You’re solving "which note" and "when" in one move, so a busy rhythm doubles the load and you stall. They’re separate problems. Which note = fingers. When = the grid (Track 01). Split them and each one is simple.
When We Were Young. Clap the rhythm only — no guitar, no pitches — against 80. Once it’s automatic, add the notes. Rhythm first, every time.
When We Were Young drifts a measure. The part starts and ends on the same note, and you run the two together.
Same pitch, two jobs. One ends a phrase — it stops. One starts the next — it pushes forward. Identical on paper, opposite functions. Track the job, not the note name.
Play it through. On the last note, stop dead. Count a full silent "1 and 2 and" before restarting. The gap walls off the end from the next start so they quit merging.
You know the melodies. The "which note completes it" quiz keeps missing.
The melody is the top layer. Under it sits a chord progression — the structure. "Completing" is tension vs. rest: some notes pull (unfinished), some settle (done). The quiz tests pull vs. settle — a sound to identify, not a list to memorize.
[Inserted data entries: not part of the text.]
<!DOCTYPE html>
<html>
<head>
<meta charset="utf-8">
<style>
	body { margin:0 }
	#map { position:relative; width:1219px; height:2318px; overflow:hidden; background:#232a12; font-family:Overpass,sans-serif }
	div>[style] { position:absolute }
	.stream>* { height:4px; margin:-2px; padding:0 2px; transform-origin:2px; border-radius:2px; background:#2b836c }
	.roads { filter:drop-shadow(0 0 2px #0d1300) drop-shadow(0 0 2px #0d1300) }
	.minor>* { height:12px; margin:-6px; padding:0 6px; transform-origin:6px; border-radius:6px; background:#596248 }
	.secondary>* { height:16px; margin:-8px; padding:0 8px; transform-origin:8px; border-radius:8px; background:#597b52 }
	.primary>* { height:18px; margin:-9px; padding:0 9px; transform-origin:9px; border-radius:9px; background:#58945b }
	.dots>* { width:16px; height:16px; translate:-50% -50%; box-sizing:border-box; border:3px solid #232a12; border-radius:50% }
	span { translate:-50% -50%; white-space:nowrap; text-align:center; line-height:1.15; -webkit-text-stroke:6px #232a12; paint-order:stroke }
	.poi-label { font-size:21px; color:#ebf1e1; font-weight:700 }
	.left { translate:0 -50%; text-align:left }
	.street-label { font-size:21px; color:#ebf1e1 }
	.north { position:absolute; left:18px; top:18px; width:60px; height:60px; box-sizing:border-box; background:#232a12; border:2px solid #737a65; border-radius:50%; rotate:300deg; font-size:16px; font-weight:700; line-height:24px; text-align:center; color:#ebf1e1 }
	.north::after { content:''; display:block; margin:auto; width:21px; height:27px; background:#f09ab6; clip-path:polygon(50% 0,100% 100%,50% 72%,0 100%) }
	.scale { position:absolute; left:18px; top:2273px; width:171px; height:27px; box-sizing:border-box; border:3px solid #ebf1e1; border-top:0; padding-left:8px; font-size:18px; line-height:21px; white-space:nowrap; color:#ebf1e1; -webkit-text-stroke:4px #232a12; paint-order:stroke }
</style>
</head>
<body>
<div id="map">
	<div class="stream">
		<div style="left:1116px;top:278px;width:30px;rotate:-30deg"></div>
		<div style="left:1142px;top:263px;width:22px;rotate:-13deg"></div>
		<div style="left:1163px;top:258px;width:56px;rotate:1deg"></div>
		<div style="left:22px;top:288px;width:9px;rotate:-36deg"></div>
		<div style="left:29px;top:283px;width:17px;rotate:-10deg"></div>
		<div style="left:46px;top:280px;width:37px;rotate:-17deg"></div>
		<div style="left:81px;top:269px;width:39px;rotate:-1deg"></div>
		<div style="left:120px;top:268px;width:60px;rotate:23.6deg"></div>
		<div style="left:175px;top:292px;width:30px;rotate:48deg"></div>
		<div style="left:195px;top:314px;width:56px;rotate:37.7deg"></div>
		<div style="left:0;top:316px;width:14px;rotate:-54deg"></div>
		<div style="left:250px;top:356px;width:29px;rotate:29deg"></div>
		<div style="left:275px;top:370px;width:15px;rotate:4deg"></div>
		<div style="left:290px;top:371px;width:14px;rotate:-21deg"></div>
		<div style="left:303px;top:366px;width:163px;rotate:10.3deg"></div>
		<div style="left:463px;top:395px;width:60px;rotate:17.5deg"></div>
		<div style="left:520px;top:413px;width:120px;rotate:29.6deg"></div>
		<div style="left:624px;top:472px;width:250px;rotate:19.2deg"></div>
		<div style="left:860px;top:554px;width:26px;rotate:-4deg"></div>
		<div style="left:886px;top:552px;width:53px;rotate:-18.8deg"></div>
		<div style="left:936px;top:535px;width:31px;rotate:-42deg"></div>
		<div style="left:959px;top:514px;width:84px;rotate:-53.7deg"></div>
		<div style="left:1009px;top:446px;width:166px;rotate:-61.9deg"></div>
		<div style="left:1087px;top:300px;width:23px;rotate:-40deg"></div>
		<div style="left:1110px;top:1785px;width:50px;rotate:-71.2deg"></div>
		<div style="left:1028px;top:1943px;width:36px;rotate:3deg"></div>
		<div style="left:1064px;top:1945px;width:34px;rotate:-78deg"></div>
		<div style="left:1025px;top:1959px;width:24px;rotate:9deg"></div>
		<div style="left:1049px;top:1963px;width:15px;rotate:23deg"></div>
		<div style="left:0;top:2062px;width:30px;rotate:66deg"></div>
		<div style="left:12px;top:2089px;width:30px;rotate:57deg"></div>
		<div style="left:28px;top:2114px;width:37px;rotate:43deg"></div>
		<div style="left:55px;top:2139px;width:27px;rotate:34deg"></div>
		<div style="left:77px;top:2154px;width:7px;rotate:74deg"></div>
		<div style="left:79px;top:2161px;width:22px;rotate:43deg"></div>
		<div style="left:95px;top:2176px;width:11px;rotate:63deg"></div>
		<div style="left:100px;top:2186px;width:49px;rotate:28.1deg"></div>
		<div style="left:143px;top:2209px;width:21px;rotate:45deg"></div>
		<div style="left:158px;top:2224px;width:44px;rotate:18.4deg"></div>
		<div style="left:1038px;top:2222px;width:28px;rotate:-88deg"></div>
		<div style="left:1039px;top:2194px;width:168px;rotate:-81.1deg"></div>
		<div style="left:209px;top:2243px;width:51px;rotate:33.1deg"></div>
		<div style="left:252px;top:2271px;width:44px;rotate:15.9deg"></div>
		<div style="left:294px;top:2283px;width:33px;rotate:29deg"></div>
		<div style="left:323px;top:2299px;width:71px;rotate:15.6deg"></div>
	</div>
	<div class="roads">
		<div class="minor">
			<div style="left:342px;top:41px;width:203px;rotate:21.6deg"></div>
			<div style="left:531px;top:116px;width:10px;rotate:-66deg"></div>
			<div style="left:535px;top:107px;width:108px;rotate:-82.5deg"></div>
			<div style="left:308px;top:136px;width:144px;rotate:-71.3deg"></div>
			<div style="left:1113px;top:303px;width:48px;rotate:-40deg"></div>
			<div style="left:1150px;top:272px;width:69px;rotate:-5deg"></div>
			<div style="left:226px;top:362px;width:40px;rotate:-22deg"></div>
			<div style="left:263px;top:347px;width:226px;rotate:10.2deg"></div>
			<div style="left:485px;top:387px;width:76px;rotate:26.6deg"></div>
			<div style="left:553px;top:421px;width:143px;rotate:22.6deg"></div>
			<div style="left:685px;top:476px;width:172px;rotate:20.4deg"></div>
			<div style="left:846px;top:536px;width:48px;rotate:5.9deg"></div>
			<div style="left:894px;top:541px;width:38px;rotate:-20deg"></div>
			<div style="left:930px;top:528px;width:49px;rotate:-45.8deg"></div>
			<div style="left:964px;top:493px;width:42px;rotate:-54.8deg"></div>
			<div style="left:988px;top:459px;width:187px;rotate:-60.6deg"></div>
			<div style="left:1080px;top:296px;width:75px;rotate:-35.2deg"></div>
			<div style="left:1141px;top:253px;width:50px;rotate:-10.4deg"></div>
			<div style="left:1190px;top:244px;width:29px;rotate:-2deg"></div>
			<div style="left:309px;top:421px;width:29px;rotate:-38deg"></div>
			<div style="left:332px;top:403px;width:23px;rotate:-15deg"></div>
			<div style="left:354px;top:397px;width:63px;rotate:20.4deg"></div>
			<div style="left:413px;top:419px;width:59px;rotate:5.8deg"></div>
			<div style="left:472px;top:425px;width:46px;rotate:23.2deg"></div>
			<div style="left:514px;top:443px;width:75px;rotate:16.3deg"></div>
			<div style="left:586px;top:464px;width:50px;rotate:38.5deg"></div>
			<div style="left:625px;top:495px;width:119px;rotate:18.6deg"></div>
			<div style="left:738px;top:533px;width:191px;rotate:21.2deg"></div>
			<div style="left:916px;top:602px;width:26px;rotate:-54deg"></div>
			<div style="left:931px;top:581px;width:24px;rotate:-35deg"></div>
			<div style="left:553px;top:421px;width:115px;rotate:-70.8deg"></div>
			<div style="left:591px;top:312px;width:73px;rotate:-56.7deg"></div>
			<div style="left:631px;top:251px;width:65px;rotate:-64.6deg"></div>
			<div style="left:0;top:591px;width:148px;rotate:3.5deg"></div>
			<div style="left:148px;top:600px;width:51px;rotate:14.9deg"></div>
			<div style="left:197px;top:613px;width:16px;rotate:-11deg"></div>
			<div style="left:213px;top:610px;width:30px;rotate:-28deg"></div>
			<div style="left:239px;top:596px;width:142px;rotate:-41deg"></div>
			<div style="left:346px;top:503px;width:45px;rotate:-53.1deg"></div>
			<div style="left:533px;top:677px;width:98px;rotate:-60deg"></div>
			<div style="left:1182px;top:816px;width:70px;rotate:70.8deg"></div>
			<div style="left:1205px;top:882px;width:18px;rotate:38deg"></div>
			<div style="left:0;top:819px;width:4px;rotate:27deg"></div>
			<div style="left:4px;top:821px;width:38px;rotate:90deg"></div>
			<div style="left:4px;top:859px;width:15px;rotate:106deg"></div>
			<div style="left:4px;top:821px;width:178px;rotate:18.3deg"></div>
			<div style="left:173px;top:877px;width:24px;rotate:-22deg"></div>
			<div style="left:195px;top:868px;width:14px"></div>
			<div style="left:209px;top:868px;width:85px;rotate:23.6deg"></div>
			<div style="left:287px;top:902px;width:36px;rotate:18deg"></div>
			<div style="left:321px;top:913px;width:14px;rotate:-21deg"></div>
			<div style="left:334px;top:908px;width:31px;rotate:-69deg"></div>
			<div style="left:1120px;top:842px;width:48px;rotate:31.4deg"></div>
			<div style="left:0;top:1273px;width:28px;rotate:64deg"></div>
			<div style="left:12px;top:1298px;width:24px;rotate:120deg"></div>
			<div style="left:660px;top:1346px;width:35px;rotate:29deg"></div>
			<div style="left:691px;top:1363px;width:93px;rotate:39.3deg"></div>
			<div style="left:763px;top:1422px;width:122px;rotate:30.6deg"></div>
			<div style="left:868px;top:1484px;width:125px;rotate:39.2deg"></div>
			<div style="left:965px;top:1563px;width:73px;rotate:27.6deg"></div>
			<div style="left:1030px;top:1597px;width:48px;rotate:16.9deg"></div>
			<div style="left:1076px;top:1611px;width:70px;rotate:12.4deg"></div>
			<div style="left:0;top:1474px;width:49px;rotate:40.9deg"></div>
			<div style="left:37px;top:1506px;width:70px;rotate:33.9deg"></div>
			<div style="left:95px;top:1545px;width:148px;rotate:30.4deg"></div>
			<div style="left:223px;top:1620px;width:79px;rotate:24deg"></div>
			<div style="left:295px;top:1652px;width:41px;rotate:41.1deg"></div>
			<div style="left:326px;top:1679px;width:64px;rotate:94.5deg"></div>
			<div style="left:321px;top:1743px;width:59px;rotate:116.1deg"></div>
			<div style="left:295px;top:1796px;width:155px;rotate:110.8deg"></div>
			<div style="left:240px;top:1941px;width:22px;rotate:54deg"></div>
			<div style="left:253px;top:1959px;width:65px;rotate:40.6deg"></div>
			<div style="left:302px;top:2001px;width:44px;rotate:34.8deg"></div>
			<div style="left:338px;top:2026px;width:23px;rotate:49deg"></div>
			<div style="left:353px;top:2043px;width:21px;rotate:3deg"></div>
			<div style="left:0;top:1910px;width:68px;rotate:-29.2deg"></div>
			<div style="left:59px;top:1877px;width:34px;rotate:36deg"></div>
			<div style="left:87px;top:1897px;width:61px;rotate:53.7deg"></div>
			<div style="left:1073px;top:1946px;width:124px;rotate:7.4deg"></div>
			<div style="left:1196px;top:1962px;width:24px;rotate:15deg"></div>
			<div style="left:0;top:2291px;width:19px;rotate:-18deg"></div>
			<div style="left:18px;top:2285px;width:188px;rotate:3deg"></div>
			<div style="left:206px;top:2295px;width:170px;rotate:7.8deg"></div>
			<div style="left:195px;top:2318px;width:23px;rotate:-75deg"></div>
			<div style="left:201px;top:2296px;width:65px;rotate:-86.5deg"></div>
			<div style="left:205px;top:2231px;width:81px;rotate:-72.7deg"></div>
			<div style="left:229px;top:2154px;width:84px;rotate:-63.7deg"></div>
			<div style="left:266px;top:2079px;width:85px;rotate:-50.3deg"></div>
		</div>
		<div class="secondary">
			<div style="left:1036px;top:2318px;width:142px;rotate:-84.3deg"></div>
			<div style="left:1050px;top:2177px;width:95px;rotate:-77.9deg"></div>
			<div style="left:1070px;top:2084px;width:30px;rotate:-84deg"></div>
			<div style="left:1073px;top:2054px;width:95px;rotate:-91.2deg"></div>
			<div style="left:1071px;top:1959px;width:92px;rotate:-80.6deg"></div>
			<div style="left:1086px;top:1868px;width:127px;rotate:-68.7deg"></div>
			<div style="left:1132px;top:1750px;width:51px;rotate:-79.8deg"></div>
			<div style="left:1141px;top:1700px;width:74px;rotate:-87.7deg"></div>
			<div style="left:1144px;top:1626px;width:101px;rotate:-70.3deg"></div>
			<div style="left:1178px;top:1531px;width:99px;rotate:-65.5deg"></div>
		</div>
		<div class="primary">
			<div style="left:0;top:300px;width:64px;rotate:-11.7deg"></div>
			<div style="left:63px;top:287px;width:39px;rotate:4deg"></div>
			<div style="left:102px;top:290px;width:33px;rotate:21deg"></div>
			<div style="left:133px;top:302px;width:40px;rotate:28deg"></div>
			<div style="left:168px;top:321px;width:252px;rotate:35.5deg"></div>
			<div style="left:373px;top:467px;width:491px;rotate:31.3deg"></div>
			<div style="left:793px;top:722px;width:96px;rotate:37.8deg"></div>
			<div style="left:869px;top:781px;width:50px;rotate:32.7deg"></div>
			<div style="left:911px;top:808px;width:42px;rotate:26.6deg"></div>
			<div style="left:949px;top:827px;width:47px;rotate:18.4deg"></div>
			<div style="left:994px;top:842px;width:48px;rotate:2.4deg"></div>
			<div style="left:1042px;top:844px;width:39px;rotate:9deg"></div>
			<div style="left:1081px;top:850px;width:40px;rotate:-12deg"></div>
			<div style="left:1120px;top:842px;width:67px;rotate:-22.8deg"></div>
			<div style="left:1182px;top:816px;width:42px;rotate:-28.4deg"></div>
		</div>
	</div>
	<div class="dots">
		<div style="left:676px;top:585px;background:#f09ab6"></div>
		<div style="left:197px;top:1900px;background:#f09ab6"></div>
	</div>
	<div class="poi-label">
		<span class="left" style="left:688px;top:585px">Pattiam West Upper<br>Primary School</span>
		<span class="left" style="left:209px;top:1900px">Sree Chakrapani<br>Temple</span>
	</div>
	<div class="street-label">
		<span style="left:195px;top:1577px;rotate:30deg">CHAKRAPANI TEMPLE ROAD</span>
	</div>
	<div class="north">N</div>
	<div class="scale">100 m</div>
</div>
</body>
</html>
C major scale, slow. Stop on the 7th note, B, and hold it — it pulls hard toward C. Play C: it settles. That contrast is "completing." Run the scale stopping on different notes; sort each one into pull or settle.
Note on the page to fret on the neck is slow.
You’re running symbol → name → fret, one lookup per note — decoding letter by letter. Speeding that up isn’t the fix; dropping it is. Read the distance between notes (up a step, down a third), not the names. That’s what fluent reading is.
Three notes in a row on the staff. Don’t name them. Read the moves: up a step, up a step. Play that shape anywhere on the neck. Train the intervals, not the labels.
No app needed. Start slow, end fast. Move in 10-BPM steps — small enough your hands track it, big enough to add up.
Tempo log
Log the fastest clean tempo you held each session. That’s the scoreboard.